GOAL: Prohibiting the Use of Deadly Force Against Disturbed or Mentally Ill Persons Not Armed with a Firearm

Okay, I am going to dive in on this critical and controversial issue facing policing today. I do come with experience in the field of defensive tactics. So bear with me.

Some things need to change and change right away in policing. It is simply unacceptable for an elected official to lecture the community that they (read: “young people of color”) need to obey police in order to avoid police having to use force on them.

In my own hometown, Madison, Wisc. a researcher found that 11 of the last 12 people killed by Madison police could be classified as mentally or chemically disturbed.

Yes, compliance by citizens is important, that is as long as a person is rational enough to make that choice. But compliance is the second step in the process – not the first. The first step is for police to establish the kind of relationships with young people of color so that do not feel they have to resist in order to protect themselves from police violence; that they can trust the police knowing that they will not use excessive force on them.

With the mentally ill it is another story. Modern policing requires that police be well-versed in dealing with the mentally ill and be able to use methods other than taking their lives.

In Baltimore, after Freddie Gray was arrested after fleeing police and died in custody some people asked, why did Freddie run away? Why didn’t he submit to his arrest? When some members of the Baltimore community heard the question they were angry. They said Freddie Gray ran away because every time police had stopped him in the past he would get beat up. So who should comply first, community members or should police improve?
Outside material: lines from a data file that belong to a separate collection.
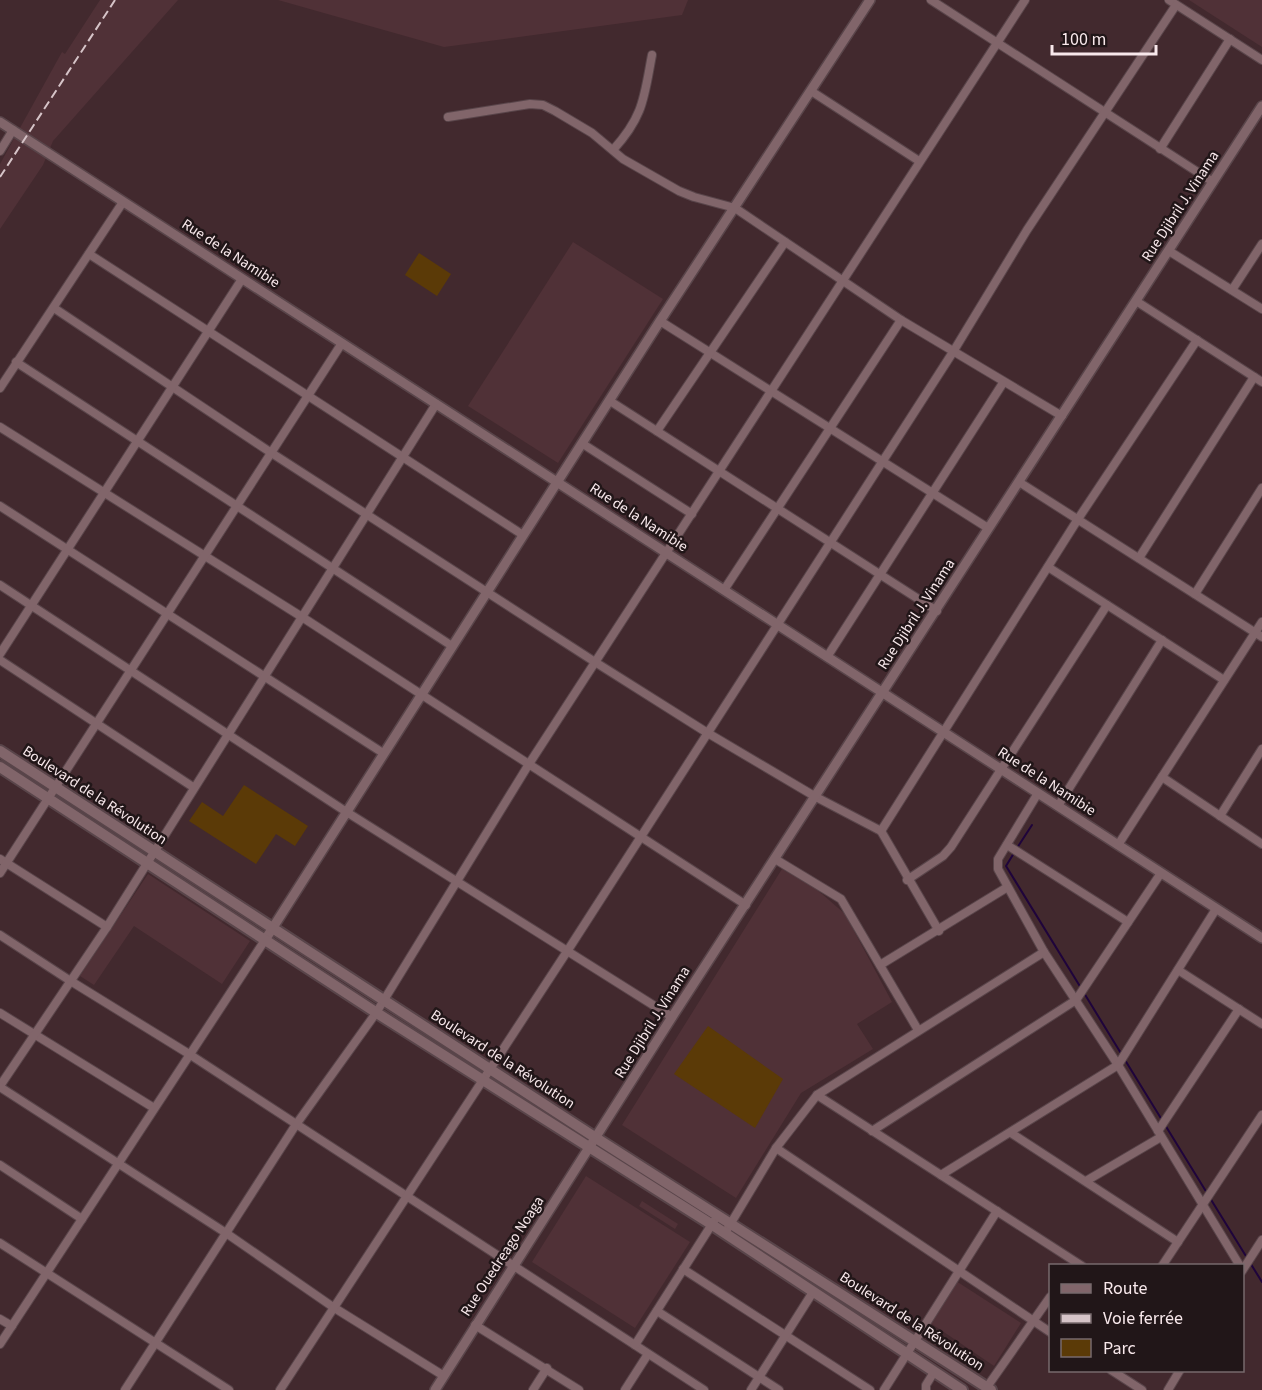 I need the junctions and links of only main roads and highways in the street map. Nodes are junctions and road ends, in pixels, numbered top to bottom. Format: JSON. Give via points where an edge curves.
{"nodes":[{"id":1,"x":0,"y":751,"type":"edge"},
{"id":2,"x":0,"y":767,"type":"edge"},
{"id":3,"x":593,"y":1143,"type":"junction"},
{"id":4,"x":989,"y":1389,"type":"edge"},
{"id":5,"x":962,"y":1390,"type":"edge"}],
"edges":[{"from":1,"to":3,"type":"main road","name":"Boulevard de la Révolution","via":[[489,1067]]},
{"from":2,"to":3,"type":"main road","name":"Boulevard de la Révolution","via":[[376,1013]]},
{"from":3,"to":4,"type":"main road","name":"Boulevard de la Révolution","via":[[731,1222]]},
{"from":3,"to":5,"type":"main road","name":"Boulevard de la Révolution"}]} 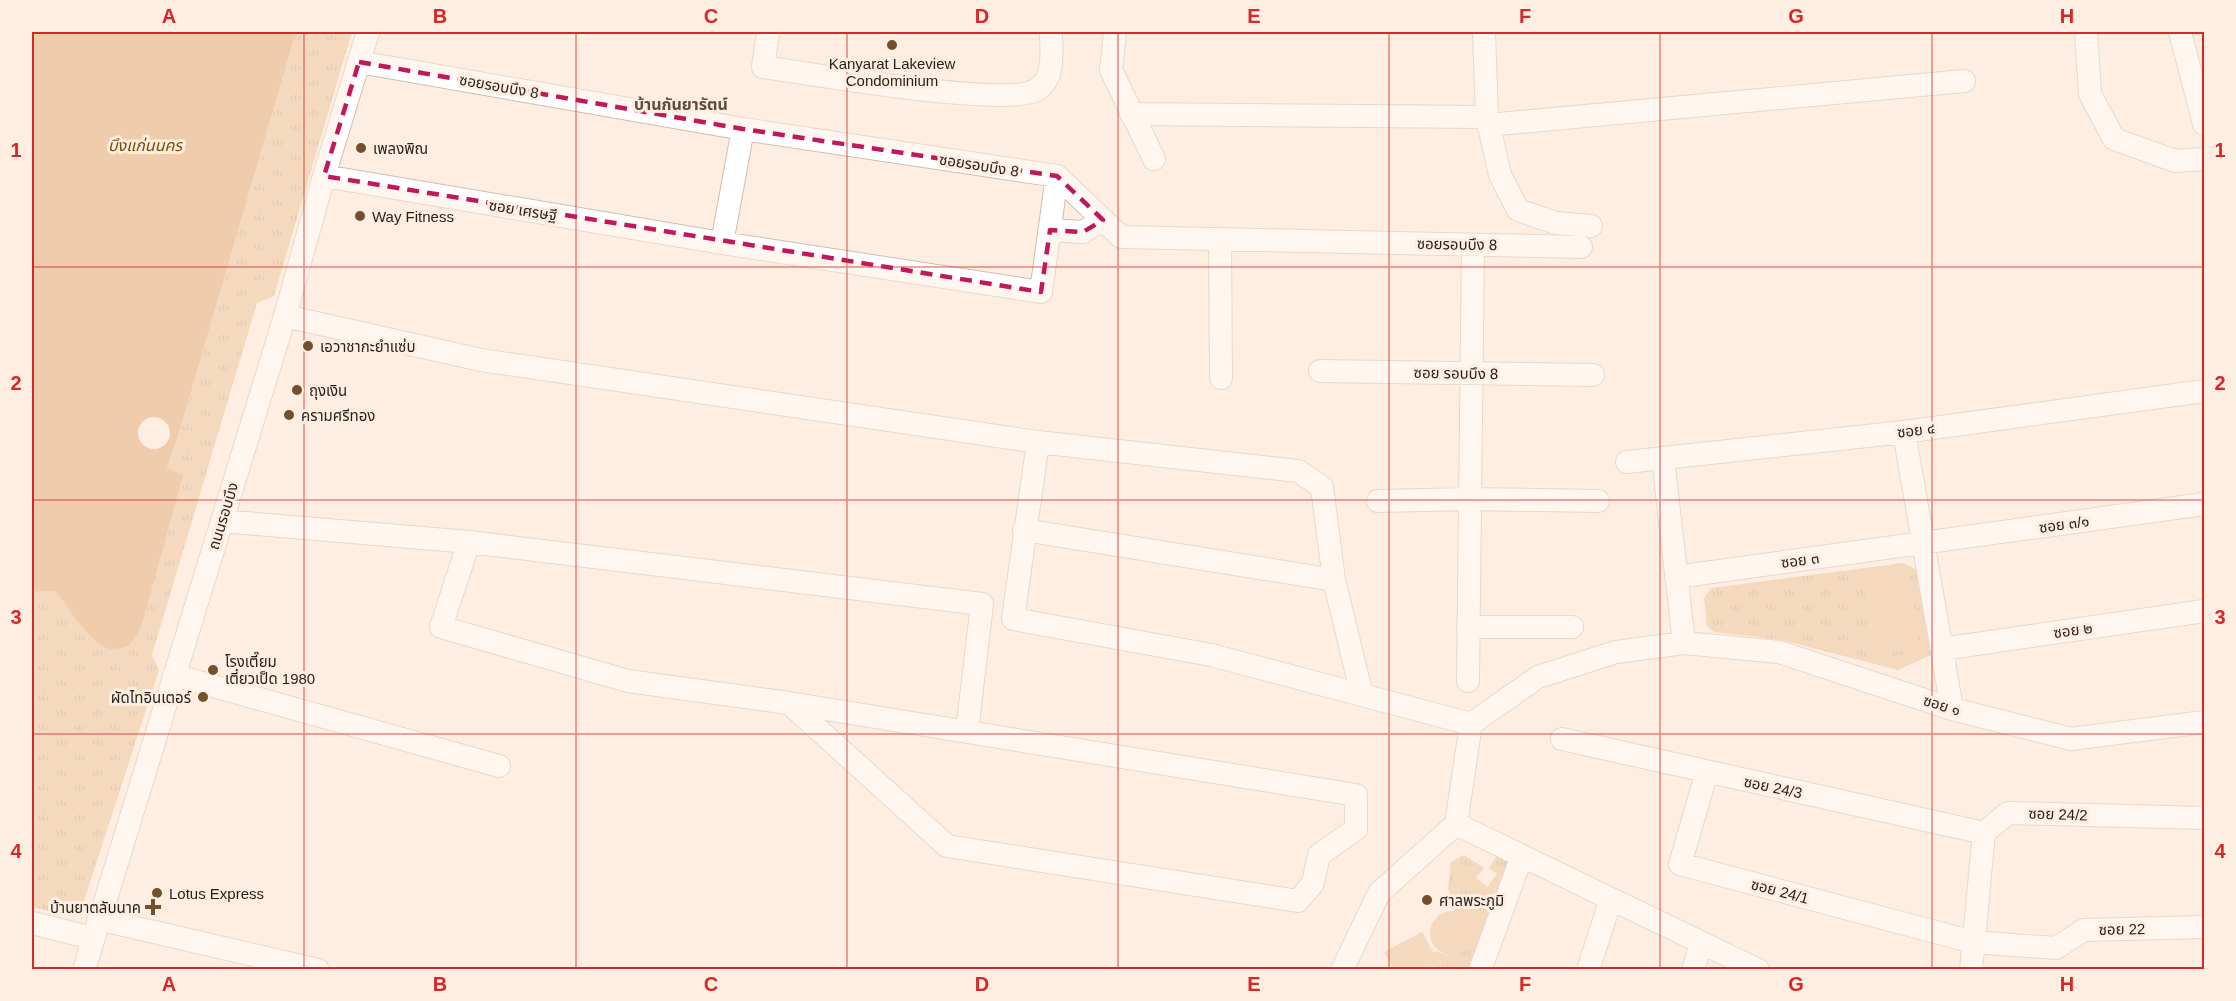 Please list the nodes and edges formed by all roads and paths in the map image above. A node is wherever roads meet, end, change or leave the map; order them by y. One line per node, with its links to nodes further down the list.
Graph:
1 (368, 32): 8 (street, ถนนรอบบึง)
2 (768, 32): 3 (street)
3 (1051, 32)
4 (1115, 32): 10 (street)
5 (1484, 32): 11 (street)
6 (2086, 32): 15 (street)
7 (2180, 32): 12 (street)
8 (359, 62): 13 (street, ซอยรอบบึง 8); 16 (street, ถนนรอบบึง)
9 (1964, 81): 11 (street)
10 (1131, 114): 11 (street); 14 (street)
11 (1488, 121): 19 (street)
12 (2205, 124)
13 (743, 129): 17 (street, ซอยรอบบึง 8); 22 (street)
14 (1154, 159)
15 (2205, 159)
16 (324, 176): 22 (street, ซอย เศรษฐี); 25 (street, ถนนรอบบึง)
17 (1057, 176): 18 (street, ซอยรอบบึง 8); 20 (street)
18 (1102, 220): 20 (street); 21 (street, ซอยรอบบึง 8)
19 (1591, 226)
20 (1050, 231): 22 (street, ซอย เศรษฐี)
21 (1220, 240): 23 (street, ซอยรอบบึง 8); 29 (street)
22 (722, 243)
23 (1473, 245): 24 (street, ซอยรอบบึง 8); 27 (street)
24 (1581, 247)
25 (285, 316): 32 (street); 39 (street, ถนนรอบบึง)
26 (1320, 371): 27 (street, ซอย รอบบึง 8)
27 (1472, 373): 28 (street, ซอย รอบบึง 8); 35 (street)
28 (1593, 375)
29 (1221, 378)
30 (2205, 391): 31 (street, ซอย ๔)
31 (1904, 432): 33 (street, ซอย ๔); 42 (street)
32 (1038, 442): 40 (street); 44 (street)
33 (1663, 459): 34 (street, ซอย ๔); 43 (street)
34 (1627, 462)
35 (1470, 499): 36 (street); 37 (street); 46 (street)
36 (1378, 501)
37 (1598, 501)
38 (2205, 504): 42 (street, ซอย ๓/๑)
39 (222, 521): 41 (street); 50 (street, ถนนรอบบึง)
40 (1024, 530): 44 (street); 52 (street)
41 (468, 542): 53 (street); 57 (street)
42 (1924, 544): 43 (street, ซอย ๓); 49 (street)
43 (1676, 577): 48 (street)
44 (1334, 580): 52 (street)
45 (2205, 611): 49 (street, ซอย ๒)
46 (1468, 627): 47 (street); 51 (street)
47 (1572, 627)
48 (1684, 644): 54 (street, ซอย ๑); 56 (street, ซอย ๑)
49 (1942, 649): 54 (street)
50 (174, 675): 59 (street); 68 (street, ถนนรอบบึง)
51 (1468, 681)
52 (1362, 695): 56 (street)
53 (789, 703): 57 (street); 57 (street)
54 (1952, 709): 55 (street, ซอย ๑)
55 (2205, 722)
56 (1472, 724): 62 (street)
57 (967, 731)
58 (1562, 739): 60 (street, ซอย 24/3)
59 (499, 766)
60 (1707, 772): 63 (street, ซอย 24/3); 69 (street, ซอย 24/1)
61 (2205, 818): 63 (street, ซอย 24/2)
62 (1455, 824): 64 (street); 73 (street)
63 (1984, 833): 69 (street)
64 (1522, 856): 65 (street); 74 (street)
65 (1611, 899): 70 (street); 75 (street)
66 (32, 922): 68 (street)
67 (2205, 927): 69 (street, ซอย 22)
68 (95, 929): 71 (street, ถนนรอบบึง); 72 (street)
69 (1972, 942): 78 (street)
70 (1701, 944): 76 (street); 77 (street)
71 (84, 969)
72 (318, 969)
73 (1342, 969)
74 (1480, 969)
75 (1588, 969)
76 (1693, 969)
77 (1758, 969)
78 (1971, 969)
Now Madison’s mayor said this after another disturbed person was killed by police; a person suffering from a mental illness. The man approached police with a sharp instrument, did not obey police commands, and continued “aggressing” toward the police officer who then shot and killed him. Was the mayor talking him?
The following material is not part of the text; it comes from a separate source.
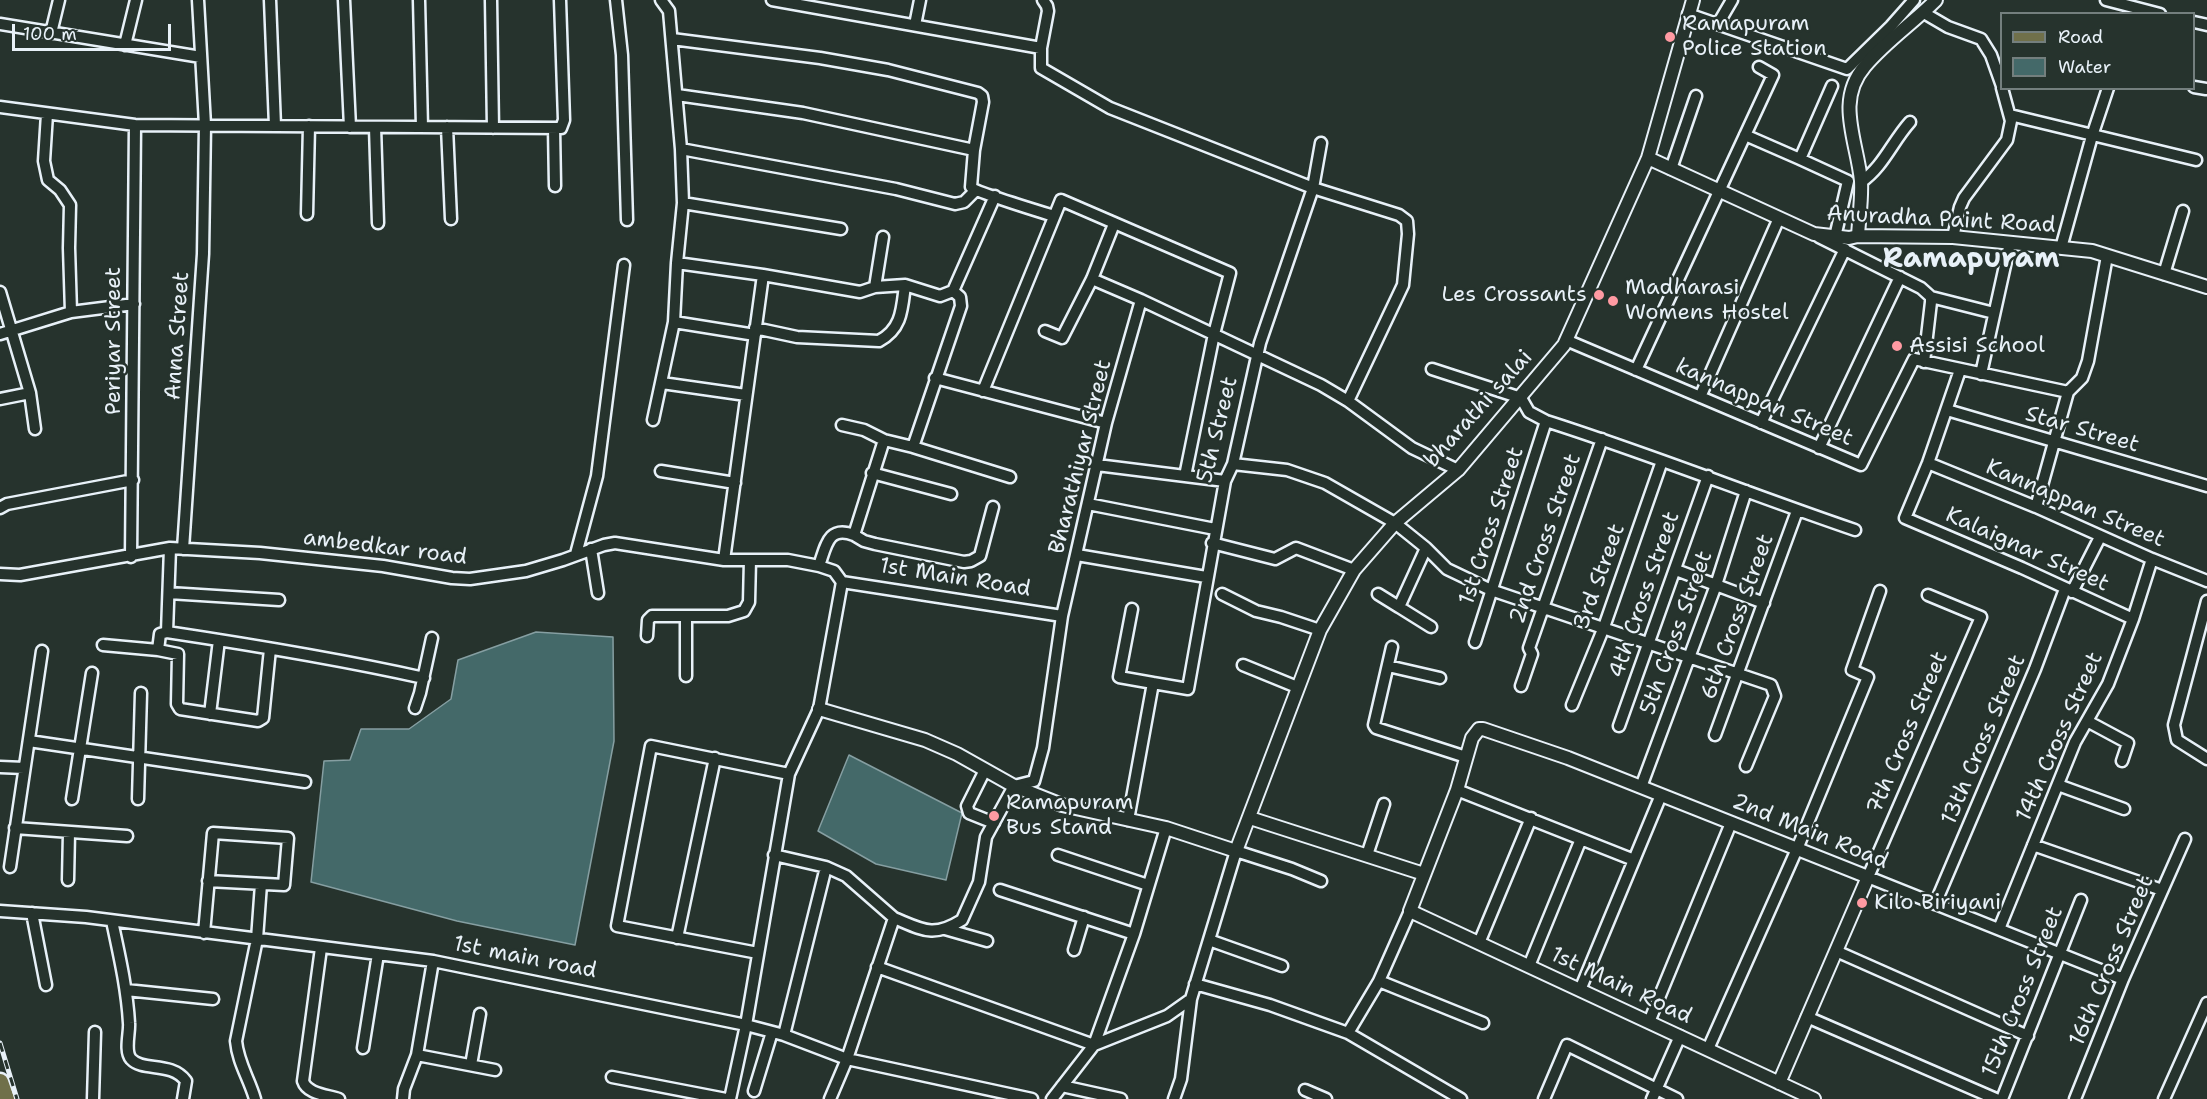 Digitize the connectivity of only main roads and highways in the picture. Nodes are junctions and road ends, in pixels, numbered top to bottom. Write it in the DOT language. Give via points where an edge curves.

Was trying to tell persons suffering from a delusional mental illness that they must submit to police like any rational person would do? I hope not, because I have yet to see a governmental rule or pronouncements that could bring reality to persons who are suffering from mental illness.

Instead, the mayor, as the chief’s supervisor, needs to be assured, on  behalf of the community, that the police explore ways other than taking the lives of disturbed persons who are not threatening others with a firearm. Guns are dangerous, yet other instrumentality is often less so, and more options can, therefore, be considered.

What must now happen is the electorate, through the mayor, must require the police – the community’s experts in physical restraint and control — do just that. That the police be required to devise methods OTHER than using deadly force in these encounters. (I have written about these alternatives in the pasts on this blogsite.)

Of course, these alternative measures would only be initiated after all reasonable efforts are made to try and contact, talk-down, and de-escalate the person who is in non-compliance with police orders.

It would also seem reasonable to me that the mayor present this directly to the chief of police and require him to solve it. The instruction should go like this:

“Chief, we, the community, no longer wants your officers to shoot and kill persons in these standoff situations. We know these persons might have a sharp or blunt object in their possession – but we want you to develop a way to preserve their lives, not extinguish them. This is creative work and may involve the use of shields, large batons (bo-staffs), electronic control devices, bean-bag guns, nets, shooting into their legs rather than upper torso (“center-mass”) which in most all instances is fatal.

“Your officers’ handguns are capable of rapidly firing more than a dozen shots – they should be able to strike the legs of such a person when they determine use of a firearm is “absolutely necessary.” You may also want to explore the use of your shotguns which can handle a variety of pellet sizes to take down a threatening person without killing them.

“In our community, the sanctity of human life is one of our central values; therefore, we need you and our police to be in the life-protecting and life-saving business. This is essential not only so that officers can go home safely at the end of their shift, but that persons they arrest can also be kept safe.

“When might I expect a report from you on these ‘less-than-deadly-force’ strategies? And how long will it take officers to be suitably trained and directed to comply with these new methods, tactics, and requirements?”